Publié le 2024-05-15 10:00:00. Les cours de l’or et de l’argent ont subi une correction brutale, marquant la plus forte baisse quotidienne de l’or en plus d’une décennie. Si certains y voient un simple ajustement, d’autres s’interrogent sur la pérennité de la tendance haussière.
- Le marché de l’or a connu sa plus forte chute journalière en plus de dix ans, tandis que l’argent a chuté de plus de 8%.
- Les analystes pointent du doigt une combinaison de facteurs techniques, l’apaisement des tensions sino-américaines et un dollar américain renforcé.
- Malgré cette correction, plusieurs experts financiers conservent une vision globalement optimiste pour les métaux précieux à moyen et long terme.
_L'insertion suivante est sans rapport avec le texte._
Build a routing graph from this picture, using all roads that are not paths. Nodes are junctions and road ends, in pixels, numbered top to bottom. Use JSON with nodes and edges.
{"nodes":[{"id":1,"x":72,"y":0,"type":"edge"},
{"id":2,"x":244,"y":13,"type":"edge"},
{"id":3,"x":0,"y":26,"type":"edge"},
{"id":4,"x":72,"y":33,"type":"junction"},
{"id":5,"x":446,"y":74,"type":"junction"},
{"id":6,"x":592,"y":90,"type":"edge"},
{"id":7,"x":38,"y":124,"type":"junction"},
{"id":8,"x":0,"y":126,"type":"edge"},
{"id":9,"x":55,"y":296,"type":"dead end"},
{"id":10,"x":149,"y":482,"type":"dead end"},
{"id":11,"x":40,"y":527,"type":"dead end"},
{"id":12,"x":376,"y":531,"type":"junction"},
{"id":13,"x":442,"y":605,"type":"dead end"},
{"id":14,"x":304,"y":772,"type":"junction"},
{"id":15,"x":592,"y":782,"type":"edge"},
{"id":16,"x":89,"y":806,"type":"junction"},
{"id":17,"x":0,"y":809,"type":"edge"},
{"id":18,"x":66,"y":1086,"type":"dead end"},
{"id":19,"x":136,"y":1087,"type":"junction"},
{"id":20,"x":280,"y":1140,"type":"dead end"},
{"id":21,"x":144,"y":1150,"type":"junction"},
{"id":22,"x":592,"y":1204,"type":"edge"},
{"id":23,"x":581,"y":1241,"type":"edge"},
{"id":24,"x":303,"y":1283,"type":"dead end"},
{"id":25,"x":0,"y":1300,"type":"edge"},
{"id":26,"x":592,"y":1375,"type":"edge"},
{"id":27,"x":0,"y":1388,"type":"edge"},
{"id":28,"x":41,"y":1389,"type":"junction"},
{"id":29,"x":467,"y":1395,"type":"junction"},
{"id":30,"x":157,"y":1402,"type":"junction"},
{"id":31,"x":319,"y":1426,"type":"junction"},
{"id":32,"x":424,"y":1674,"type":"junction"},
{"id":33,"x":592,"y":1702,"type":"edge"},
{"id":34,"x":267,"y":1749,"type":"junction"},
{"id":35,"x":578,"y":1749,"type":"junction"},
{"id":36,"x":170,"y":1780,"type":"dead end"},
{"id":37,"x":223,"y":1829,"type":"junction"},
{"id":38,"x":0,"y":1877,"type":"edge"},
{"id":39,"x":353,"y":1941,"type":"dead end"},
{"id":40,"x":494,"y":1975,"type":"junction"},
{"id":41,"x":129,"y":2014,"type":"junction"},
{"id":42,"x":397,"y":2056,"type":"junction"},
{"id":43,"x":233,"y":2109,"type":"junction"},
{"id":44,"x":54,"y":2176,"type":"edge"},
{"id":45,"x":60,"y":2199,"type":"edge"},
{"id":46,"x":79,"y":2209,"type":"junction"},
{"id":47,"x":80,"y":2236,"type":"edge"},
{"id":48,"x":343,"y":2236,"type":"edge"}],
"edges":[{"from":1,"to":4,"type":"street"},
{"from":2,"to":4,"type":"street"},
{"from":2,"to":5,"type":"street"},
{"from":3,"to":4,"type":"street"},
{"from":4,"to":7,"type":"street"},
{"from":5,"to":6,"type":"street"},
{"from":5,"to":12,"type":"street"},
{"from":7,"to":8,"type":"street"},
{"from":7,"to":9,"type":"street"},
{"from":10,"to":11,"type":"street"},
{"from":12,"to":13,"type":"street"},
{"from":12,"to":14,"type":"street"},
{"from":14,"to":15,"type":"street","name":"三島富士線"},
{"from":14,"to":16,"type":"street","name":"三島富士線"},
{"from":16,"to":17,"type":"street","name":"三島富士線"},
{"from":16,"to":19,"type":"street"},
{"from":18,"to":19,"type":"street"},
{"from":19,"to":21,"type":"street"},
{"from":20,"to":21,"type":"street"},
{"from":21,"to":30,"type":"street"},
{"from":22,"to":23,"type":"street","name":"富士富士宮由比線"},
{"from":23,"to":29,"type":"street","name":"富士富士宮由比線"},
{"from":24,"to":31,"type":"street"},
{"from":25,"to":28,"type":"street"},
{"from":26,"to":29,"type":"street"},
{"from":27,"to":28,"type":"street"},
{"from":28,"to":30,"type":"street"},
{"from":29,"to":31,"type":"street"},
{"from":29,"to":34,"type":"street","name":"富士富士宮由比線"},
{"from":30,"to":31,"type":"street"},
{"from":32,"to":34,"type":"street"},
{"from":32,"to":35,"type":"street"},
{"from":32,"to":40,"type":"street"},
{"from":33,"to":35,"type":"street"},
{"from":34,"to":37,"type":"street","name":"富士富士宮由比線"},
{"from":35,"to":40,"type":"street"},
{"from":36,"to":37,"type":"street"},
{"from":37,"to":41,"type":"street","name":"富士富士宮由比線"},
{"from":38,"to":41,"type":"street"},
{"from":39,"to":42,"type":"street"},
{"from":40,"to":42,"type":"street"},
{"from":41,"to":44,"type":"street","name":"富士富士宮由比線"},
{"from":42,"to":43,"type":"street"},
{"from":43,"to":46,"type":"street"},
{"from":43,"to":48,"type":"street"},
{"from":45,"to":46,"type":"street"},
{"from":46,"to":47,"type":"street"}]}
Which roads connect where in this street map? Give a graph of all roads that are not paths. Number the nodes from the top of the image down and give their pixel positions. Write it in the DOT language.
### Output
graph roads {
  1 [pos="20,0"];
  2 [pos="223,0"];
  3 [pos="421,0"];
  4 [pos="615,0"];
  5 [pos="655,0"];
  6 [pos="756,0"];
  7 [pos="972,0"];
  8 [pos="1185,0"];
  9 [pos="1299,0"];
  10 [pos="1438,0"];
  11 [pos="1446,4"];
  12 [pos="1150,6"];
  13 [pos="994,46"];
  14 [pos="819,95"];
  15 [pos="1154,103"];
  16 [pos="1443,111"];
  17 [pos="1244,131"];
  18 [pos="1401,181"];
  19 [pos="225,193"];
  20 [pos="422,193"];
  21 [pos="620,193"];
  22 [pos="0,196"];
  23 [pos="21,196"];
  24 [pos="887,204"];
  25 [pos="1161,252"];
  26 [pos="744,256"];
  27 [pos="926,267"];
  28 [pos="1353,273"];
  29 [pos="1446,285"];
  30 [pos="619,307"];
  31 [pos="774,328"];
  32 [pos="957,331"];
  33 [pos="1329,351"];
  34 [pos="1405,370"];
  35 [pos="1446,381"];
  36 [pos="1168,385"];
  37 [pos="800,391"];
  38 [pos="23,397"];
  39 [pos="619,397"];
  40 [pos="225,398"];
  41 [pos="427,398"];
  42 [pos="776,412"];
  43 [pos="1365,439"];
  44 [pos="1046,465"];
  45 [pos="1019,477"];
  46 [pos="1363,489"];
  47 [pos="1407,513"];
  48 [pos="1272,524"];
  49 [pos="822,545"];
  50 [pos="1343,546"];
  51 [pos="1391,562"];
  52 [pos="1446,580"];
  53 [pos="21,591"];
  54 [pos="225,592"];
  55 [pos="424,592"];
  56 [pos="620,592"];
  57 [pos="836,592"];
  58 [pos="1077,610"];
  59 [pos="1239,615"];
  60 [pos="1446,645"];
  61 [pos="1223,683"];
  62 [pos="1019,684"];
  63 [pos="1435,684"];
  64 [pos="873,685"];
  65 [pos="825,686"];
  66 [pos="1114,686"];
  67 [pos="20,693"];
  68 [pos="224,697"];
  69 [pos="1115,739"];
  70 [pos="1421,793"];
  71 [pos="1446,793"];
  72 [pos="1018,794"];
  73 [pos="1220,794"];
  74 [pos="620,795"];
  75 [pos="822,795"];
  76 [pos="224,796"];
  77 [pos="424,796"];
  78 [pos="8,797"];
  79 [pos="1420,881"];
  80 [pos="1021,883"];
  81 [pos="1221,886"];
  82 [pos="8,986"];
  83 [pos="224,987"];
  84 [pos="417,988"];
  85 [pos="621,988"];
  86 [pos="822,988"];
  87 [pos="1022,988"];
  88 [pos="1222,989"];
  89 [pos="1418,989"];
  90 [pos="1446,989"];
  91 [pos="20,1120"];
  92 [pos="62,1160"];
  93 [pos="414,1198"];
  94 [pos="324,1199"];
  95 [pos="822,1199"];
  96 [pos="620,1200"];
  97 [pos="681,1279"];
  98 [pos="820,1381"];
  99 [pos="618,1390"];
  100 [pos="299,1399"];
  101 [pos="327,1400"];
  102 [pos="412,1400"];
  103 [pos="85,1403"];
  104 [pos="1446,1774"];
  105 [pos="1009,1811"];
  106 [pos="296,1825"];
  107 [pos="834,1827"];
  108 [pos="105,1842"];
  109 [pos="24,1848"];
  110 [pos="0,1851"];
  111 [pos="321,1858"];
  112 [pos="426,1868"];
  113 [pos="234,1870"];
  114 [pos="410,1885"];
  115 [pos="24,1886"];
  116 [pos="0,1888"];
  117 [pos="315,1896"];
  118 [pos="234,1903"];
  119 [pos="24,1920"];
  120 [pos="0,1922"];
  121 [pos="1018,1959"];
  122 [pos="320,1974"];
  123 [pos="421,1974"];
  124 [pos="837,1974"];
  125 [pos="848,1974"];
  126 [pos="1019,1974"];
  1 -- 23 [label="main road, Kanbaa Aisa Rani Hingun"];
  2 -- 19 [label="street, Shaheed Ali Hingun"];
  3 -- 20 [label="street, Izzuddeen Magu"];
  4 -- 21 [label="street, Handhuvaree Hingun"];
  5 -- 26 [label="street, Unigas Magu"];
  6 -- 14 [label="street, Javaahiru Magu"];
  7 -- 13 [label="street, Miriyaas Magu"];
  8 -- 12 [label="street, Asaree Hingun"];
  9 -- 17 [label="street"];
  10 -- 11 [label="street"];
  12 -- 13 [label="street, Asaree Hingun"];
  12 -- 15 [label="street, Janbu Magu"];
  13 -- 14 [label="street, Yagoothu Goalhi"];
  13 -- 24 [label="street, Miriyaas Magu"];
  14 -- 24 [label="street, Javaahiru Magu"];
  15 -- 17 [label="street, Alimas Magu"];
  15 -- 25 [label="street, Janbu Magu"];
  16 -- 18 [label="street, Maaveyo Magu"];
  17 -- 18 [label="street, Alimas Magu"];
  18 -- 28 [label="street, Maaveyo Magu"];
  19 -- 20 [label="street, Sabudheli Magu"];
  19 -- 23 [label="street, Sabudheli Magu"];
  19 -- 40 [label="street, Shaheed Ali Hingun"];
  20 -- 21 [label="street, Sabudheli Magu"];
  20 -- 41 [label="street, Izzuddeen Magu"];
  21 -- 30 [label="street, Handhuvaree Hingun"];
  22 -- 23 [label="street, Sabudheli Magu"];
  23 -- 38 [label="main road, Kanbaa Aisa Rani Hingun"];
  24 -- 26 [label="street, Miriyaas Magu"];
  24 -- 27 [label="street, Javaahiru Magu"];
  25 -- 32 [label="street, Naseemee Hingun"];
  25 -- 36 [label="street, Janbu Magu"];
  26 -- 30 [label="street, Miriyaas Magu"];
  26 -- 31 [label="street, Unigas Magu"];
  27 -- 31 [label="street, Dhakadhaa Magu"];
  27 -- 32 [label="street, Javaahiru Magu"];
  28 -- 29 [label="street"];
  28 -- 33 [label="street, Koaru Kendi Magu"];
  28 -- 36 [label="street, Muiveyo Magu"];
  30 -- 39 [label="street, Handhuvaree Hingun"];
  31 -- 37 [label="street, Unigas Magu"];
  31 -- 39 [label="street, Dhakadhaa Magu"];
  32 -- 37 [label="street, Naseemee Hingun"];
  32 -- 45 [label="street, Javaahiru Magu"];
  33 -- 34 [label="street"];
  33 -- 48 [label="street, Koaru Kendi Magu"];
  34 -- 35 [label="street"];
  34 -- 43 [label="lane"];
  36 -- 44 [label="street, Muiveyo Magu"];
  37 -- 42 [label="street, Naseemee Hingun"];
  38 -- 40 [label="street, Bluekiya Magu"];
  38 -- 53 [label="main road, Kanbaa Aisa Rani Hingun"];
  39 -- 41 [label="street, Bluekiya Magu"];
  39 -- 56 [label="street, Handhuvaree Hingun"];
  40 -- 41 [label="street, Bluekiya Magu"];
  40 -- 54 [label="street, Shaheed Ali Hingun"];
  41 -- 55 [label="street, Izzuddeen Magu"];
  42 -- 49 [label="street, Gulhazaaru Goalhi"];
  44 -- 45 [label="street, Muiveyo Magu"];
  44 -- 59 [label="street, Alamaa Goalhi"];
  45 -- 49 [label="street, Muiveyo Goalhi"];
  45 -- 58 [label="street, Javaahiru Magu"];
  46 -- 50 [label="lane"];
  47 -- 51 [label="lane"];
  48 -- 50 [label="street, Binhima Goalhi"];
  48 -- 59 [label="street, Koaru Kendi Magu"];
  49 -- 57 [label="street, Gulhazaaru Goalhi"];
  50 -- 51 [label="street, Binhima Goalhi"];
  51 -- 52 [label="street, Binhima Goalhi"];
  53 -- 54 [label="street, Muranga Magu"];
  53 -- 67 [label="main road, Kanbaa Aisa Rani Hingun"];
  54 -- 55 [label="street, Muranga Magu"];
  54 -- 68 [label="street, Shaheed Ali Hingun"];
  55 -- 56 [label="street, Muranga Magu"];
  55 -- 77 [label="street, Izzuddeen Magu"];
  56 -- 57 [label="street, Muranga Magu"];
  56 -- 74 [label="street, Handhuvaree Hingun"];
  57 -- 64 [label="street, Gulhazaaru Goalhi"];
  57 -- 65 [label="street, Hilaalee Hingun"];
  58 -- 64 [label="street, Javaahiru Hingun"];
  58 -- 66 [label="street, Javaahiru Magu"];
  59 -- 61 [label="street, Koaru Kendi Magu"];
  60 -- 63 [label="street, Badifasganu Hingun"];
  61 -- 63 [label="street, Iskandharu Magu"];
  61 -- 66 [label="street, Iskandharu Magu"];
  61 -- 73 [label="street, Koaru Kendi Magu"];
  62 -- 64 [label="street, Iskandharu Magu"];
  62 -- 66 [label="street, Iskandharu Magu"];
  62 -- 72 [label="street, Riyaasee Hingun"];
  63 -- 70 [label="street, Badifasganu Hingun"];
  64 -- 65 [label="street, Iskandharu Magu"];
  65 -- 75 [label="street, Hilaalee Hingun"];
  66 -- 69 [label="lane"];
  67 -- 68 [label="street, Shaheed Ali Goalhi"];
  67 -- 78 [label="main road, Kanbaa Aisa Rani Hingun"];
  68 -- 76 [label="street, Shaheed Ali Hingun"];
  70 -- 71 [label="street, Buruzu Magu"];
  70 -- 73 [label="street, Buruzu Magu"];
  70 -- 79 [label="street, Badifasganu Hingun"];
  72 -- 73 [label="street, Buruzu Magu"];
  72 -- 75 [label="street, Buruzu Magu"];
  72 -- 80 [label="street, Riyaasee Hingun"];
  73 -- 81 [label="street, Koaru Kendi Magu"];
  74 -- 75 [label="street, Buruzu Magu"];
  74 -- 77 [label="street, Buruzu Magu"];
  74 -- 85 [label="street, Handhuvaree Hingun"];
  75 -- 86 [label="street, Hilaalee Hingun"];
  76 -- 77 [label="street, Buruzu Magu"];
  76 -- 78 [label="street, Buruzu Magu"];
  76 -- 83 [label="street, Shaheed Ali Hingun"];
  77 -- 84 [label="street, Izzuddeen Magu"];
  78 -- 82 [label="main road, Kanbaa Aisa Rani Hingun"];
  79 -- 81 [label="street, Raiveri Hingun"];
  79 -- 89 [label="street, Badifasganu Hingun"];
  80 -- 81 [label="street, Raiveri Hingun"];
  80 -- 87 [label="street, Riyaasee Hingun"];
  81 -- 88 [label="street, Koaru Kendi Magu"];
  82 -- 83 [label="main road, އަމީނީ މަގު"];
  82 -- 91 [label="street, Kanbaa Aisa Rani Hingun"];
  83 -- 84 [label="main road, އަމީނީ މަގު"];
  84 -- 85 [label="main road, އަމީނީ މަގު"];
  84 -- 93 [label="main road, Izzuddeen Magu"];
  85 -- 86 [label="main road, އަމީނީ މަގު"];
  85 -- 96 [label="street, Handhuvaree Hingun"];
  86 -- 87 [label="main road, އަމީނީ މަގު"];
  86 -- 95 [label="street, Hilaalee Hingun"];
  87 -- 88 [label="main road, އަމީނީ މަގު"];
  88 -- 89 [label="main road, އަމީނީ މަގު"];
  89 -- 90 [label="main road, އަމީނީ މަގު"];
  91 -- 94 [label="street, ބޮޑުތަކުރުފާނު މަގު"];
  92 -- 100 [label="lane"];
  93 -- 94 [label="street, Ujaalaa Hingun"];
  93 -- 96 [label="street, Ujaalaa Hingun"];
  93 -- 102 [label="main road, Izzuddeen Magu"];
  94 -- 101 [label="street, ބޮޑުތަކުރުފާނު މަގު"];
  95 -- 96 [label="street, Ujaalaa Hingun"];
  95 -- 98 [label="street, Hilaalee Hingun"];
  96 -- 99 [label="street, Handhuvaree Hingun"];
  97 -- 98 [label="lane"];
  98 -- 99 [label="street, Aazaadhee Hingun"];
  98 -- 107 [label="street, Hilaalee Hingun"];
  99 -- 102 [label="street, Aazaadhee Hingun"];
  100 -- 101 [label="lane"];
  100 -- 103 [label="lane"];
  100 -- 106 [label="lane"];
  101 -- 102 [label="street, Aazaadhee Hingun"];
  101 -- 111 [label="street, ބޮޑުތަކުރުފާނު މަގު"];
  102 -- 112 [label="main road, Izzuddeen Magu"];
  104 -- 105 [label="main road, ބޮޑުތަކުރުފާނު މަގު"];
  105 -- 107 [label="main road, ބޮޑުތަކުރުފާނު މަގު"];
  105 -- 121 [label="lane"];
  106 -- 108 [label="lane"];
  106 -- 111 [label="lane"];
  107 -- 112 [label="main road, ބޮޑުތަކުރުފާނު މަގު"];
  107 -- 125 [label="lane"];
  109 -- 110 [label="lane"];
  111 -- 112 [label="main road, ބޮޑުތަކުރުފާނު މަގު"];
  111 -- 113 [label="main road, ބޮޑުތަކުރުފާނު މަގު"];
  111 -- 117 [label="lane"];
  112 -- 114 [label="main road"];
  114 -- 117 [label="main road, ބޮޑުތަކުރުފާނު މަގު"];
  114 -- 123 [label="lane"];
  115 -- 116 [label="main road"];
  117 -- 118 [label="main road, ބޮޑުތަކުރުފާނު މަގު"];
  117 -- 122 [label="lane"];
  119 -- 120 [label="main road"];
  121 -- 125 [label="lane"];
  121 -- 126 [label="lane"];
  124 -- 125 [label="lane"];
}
Après une période d’ascension soutenue, le prix de l’or a brusquement rechuté, enregistrant une baisse quotidienne spectaculaire, la plus importante observée depuis plus d’une décennie. Parallèlement, les contrats à terme sur l’argent ont également plongé de plus de 8 %, subissant ainsi leur pire séance depuis 2021. Cette correction soudaine a suscité des débats à Wall Street, où les avis divergent quant à savoir s’il s’agit d’une simple « correction saine » ou du prélude à un changement de tendance plus profond.
Trois facteurs principaux sont mis en avant pour expliquer ce repli. Premièrement, de nombreux indicateurs techniques suggéraient que le métal précieux se trouvait dans une zone de surachat. Deuxièmement, la détente des tensions commerciales entre la Chine et les États-Unis a réduit l’attrait de l’or en tant que valeur refuge. Enfin, le renforcement du dollar américain a également pesé sur les cours. David Morrison, analyste de marché senior chez Trade Nation, a souligné que l’or avait tenté à plusieurs reprises de dépasser le seuil de 4 400 $ l’once depuis la semaine dernière sans succès. Il considère que le niveau de 4 000 $ représente un premier test technique important, tout en n’excluant pas un possible rebond autour de 4 200 $ si la correction s’avère être « saine et nécessaire ».
Les perspectives à court terme divisent les experts. Ole Hansen, stratège matières premières chez Saxo Bank, affiche un optimisme prudent, estimant que la correction actuelle pourrait bien être le meilleur test de la résilience du marché. Il anticipe que le soutien des achats de base limitera l’ampleur de cette baisse. Tom Essaye, fondateur de Sevens Report Research, tempère ces inquiétudes, parlant de simples « obstacles sur la route ». Il rappelle que l’inflation persistante, des taux d’intérêt réels bas, les risques géopolitiques et le risque de fermeture du gouvernement américain continuent de constituer un environnement favorable pour l’or.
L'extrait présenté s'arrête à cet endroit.